Liputan6.com, Jakarta Nama Gareth Bale mungkin langsung membawa ingatan pada lari kencang di sisi lapangan, tendangan bebas mematikan, dan gol salto legendaris di final Liga Champions. Namun, kini, sang mantan pemain termahal dunia itu melangkah ke dunia yang berbeda—dunia kepemilikan klub sepak bola.
Setelah gantung sepatu pada Januari 2023, Bale tidak benar-benar meninggalkan dunia yang membesarkannya. Ia baru-baru ini kembali ke akar, ke klub kota kelahirannya, Cardiff City. Dalam sebuah pernyataan hangat, ia menyatakan bahwa kesempatan ini sebagai mimpi yang menjadi kenyataan.
Advertisement
“Kami tertarik mengambil alih Cardiff.
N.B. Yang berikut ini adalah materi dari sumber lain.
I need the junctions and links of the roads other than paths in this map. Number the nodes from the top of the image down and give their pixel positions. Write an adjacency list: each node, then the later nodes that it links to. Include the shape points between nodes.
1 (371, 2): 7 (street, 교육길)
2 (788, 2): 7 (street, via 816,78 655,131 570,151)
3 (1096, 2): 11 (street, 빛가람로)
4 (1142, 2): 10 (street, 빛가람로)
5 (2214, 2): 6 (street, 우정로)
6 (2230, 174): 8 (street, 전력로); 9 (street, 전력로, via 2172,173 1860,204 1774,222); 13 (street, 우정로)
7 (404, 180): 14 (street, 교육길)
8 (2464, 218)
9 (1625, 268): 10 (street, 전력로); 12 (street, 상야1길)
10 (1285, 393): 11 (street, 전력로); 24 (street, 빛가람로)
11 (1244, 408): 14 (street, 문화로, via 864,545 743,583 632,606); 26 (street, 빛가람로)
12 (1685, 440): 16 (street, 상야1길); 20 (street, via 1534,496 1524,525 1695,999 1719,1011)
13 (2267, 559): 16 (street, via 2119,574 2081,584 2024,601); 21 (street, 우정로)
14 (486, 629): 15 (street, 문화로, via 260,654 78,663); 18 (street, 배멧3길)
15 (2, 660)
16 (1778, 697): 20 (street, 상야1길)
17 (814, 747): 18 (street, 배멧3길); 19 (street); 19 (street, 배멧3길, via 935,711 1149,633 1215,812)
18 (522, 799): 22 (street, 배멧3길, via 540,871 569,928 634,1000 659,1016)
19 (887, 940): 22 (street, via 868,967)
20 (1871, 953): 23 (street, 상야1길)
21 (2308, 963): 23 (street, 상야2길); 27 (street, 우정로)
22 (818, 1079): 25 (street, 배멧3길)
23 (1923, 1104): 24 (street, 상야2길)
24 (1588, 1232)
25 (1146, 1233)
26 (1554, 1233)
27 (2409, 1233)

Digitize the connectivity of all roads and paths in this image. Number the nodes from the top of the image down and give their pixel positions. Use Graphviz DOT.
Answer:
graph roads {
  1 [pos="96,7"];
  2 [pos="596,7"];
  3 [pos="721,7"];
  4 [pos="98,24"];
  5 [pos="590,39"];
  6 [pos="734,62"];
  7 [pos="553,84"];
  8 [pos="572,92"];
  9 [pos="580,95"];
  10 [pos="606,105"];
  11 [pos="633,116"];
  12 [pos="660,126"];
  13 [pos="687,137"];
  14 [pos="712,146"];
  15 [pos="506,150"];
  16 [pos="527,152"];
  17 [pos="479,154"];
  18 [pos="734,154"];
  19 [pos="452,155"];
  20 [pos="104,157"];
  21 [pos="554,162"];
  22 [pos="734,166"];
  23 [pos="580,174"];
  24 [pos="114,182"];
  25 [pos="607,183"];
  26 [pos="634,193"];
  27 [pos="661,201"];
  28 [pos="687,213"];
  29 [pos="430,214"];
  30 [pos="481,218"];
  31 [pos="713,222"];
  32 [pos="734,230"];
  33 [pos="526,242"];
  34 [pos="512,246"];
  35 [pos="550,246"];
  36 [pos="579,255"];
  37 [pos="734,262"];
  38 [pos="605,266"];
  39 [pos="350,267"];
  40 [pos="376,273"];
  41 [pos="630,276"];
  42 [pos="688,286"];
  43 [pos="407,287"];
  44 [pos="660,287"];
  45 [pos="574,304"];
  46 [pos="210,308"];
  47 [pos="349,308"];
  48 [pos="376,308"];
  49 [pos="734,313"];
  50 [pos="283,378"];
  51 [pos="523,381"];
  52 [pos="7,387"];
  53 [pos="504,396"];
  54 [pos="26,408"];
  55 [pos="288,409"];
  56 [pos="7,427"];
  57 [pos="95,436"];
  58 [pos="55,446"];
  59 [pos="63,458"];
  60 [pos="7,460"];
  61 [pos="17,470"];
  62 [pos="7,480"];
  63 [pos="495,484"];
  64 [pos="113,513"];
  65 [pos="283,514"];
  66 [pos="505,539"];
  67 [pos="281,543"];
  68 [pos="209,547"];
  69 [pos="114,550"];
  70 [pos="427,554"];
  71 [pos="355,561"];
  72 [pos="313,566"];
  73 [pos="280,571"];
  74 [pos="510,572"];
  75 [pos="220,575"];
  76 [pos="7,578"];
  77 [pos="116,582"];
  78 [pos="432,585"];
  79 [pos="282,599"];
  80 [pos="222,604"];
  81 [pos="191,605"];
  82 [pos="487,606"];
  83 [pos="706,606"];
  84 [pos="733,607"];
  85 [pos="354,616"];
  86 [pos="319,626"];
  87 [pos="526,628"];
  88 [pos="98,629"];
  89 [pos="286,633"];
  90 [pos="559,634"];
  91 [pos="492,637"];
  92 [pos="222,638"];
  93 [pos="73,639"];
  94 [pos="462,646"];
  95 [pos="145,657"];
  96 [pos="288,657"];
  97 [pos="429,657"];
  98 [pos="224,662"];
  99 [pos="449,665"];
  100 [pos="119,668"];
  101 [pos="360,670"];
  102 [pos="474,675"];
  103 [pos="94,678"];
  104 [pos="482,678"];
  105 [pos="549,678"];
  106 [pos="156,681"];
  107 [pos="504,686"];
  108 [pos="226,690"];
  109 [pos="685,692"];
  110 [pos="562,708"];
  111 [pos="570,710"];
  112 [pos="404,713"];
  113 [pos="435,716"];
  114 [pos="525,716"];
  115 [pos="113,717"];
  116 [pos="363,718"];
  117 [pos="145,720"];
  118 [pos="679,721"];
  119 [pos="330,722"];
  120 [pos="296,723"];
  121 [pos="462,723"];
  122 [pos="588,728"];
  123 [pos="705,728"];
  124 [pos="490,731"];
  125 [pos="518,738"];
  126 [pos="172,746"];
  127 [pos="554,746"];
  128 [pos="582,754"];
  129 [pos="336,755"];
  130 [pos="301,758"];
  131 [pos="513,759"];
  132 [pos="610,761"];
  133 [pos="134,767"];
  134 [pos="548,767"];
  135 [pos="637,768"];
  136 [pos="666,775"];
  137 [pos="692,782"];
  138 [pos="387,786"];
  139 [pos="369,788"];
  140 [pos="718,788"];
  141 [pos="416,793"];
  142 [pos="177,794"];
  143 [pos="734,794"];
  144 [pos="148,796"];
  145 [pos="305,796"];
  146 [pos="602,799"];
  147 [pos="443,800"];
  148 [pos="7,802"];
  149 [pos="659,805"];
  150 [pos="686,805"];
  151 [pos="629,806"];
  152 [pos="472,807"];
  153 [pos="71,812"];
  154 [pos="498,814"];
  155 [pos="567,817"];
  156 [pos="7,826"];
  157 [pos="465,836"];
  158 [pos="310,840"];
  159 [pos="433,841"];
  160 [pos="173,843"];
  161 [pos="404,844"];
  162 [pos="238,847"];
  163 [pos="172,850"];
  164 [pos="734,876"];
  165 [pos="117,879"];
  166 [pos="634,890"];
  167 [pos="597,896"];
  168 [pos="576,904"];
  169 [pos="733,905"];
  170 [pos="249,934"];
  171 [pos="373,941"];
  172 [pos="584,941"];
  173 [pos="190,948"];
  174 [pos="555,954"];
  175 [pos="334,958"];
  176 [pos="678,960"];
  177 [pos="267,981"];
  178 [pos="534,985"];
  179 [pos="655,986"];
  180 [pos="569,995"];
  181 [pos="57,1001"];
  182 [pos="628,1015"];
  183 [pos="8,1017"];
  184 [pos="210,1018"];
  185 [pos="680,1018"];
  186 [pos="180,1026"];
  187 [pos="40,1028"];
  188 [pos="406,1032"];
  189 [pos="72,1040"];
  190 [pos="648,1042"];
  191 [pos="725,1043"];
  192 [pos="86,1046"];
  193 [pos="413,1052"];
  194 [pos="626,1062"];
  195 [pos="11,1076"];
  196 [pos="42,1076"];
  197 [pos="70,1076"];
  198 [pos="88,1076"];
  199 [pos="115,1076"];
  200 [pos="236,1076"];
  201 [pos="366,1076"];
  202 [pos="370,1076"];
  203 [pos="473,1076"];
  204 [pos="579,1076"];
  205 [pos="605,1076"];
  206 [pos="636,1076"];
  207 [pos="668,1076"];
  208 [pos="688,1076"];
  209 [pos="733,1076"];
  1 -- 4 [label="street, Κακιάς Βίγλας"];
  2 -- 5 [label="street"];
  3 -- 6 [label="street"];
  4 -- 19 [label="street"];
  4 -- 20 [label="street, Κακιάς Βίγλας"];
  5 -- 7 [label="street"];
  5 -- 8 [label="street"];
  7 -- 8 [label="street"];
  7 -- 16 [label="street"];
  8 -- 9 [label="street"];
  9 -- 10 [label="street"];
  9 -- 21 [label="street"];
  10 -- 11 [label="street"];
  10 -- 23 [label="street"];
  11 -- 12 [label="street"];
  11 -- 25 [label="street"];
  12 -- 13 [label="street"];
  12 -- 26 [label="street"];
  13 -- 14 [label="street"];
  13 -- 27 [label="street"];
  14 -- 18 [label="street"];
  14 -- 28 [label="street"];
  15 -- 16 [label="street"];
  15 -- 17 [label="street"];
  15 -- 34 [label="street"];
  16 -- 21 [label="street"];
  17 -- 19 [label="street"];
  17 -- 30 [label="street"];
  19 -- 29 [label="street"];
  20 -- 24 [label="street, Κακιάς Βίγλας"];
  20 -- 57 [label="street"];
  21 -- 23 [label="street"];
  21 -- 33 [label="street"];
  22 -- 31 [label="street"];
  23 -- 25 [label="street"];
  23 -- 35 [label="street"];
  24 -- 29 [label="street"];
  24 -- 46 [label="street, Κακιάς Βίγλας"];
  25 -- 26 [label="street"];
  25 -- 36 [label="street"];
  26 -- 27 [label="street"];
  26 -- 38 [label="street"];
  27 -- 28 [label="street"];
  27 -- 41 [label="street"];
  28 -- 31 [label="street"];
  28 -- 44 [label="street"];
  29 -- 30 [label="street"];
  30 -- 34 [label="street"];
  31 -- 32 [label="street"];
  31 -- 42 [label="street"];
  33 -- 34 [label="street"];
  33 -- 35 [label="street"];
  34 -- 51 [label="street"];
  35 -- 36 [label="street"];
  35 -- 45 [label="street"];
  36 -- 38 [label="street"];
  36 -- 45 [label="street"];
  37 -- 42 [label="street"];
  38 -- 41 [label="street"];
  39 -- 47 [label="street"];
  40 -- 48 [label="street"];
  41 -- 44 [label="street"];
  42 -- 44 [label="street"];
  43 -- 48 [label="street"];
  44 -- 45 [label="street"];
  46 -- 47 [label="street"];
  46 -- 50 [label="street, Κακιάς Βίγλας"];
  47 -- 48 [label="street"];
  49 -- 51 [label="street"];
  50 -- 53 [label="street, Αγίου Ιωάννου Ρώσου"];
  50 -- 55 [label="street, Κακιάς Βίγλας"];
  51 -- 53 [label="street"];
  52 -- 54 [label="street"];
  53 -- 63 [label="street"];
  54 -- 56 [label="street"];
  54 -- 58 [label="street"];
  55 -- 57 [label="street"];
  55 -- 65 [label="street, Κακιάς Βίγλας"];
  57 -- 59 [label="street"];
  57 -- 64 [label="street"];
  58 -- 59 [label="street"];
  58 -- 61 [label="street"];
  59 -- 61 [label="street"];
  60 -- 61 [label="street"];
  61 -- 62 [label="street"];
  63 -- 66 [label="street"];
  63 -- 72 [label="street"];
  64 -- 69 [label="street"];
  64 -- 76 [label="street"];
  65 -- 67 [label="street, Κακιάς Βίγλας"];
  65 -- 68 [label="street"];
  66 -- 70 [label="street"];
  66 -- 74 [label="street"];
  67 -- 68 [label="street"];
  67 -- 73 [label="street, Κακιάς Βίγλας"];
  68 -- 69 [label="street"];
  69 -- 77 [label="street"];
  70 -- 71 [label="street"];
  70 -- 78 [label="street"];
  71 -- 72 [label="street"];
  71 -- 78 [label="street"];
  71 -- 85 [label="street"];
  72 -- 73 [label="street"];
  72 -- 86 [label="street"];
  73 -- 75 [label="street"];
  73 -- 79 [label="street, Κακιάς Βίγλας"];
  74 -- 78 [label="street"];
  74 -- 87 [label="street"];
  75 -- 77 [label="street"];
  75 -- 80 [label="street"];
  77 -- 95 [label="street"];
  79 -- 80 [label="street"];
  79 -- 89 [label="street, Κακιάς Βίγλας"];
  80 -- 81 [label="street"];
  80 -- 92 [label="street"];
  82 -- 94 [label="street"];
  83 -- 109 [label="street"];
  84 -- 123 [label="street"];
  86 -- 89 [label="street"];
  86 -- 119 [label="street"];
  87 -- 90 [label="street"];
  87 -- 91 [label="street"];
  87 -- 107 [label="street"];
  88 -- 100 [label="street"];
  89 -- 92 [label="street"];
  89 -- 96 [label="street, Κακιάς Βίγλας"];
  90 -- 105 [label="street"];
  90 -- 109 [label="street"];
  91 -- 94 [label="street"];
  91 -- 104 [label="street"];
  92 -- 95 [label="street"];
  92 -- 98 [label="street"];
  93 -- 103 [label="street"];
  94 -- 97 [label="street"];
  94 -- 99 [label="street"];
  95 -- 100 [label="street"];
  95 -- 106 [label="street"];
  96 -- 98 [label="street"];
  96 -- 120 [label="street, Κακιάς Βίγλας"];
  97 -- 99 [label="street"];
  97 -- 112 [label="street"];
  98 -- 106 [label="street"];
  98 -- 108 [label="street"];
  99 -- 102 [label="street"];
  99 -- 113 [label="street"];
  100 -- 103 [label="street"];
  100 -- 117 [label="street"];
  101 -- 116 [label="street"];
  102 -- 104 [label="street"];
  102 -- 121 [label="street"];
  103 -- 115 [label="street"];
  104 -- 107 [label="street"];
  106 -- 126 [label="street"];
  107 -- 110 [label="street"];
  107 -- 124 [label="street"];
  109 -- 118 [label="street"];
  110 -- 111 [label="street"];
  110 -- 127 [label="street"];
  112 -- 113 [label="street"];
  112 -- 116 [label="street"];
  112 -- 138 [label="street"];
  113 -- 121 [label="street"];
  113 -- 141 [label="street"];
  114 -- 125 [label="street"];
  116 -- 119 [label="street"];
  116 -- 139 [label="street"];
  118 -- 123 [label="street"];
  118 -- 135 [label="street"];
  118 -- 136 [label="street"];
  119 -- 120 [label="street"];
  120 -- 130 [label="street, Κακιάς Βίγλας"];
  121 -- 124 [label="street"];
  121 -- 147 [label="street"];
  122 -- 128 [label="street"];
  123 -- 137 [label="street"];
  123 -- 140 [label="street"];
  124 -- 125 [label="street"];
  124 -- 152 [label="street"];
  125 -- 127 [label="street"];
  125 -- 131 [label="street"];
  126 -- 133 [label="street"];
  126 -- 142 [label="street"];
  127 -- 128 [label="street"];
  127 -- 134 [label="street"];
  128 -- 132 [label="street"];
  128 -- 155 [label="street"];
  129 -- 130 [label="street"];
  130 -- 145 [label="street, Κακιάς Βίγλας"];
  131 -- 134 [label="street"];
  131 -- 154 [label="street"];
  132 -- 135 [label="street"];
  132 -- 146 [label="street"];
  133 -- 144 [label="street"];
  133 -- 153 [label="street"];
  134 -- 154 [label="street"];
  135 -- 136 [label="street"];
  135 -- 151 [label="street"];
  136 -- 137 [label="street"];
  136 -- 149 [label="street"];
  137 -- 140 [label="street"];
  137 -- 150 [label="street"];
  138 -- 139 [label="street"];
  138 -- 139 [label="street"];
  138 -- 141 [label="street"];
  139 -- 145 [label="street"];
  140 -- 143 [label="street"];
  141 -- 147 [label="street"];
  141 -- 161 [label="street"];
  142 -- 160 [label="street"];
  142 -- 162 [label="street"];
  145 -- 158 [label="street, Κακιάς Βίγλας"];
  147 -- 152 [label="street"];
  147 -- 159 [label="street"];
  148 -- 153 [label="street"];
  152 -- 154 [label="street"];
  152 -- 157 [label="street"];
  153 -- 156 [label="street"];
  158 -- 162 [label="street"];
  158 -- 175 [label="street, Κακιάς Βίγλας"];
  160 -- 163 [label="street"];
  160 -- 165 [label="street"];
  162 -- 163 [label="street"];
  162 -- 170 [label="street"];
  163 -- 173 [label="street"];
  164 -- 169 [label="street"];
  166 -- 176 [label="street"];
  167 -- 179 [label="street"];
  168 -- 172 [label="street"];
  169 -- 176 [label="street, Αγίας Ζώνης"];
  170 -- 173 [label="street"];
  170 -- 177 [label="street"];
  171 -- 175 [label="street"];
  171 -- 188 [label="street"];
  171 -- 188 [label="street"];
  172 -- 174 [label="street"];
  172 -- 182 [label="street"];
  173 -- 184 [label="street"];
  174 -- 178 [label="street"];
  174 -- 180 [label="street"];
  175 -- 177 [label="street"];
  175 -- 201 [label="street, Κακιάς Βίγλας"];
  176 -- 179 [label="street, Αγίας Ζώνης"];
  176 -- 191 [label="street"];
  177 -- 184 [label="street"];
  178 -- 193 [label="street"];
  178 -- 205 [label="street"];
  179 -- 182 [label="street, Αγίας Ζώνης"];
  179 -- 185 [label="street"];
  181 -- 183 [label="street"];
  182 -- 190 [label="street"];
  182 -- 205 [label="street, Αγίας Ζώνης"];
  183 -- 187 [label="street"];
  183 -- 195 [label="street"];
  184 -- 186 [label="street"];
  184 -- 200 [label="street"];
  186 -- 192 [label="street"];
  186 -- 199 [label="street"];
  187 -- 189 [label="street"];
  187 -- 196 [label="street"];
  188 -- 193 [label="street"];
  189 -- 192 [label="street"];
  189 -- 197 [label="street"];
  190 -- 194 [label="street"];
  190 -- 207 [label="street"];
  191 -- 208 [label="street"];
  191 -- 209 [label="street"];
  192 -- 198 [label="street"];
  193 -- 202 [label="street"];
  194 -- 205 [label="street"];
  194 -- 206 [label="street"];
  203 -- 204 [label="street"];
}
Ini klub kampung halaman saya, di sanalah saya tumbuh, dan paman saya pernah bermain untuk mereka,” kata Bale kepada Sky Sports pada red carpet pemutaran F1: The Movie. “Terlibat dalam grup kepemilikan akan menjadi mimpi yang jadi kenyataan.”
Babak Baru di Cardiff: Mimpi Bale untuk Klub Masa Kecil
Gareth Bale resmi menjadi bagian dari konsorsium yang ingin mengambil alih kepemilikan mayoritas Cardiff City. Langkah ini menjadi wujud kecintaannya terhadap klub dan kota asalnya. “Cardiff adalah klub yang dekat dengan hati saya. Saya tumbuh di sana dan ingin menjadi bagian dari proses membesarkan Cardiff dan membawanya ke Premier League, tempat yang pantas untuk mereka,” ujar Bale.
Cardiff sendiri sedang berada di masa sulit. Mereka akan memulai musim 2025/26 di League One, kasta ketiga Liga Inggris, untuk pertama kalinya dalam 25 tahun. Namun, Bale melihat peluang, bukan keterpurukan. “Saya tahu betapa luar biasanya fans Wales dan Cardiff. Akan sangat luar biasa jika bisa membangun sesuatu bersama mereka,” katanya penuh harap.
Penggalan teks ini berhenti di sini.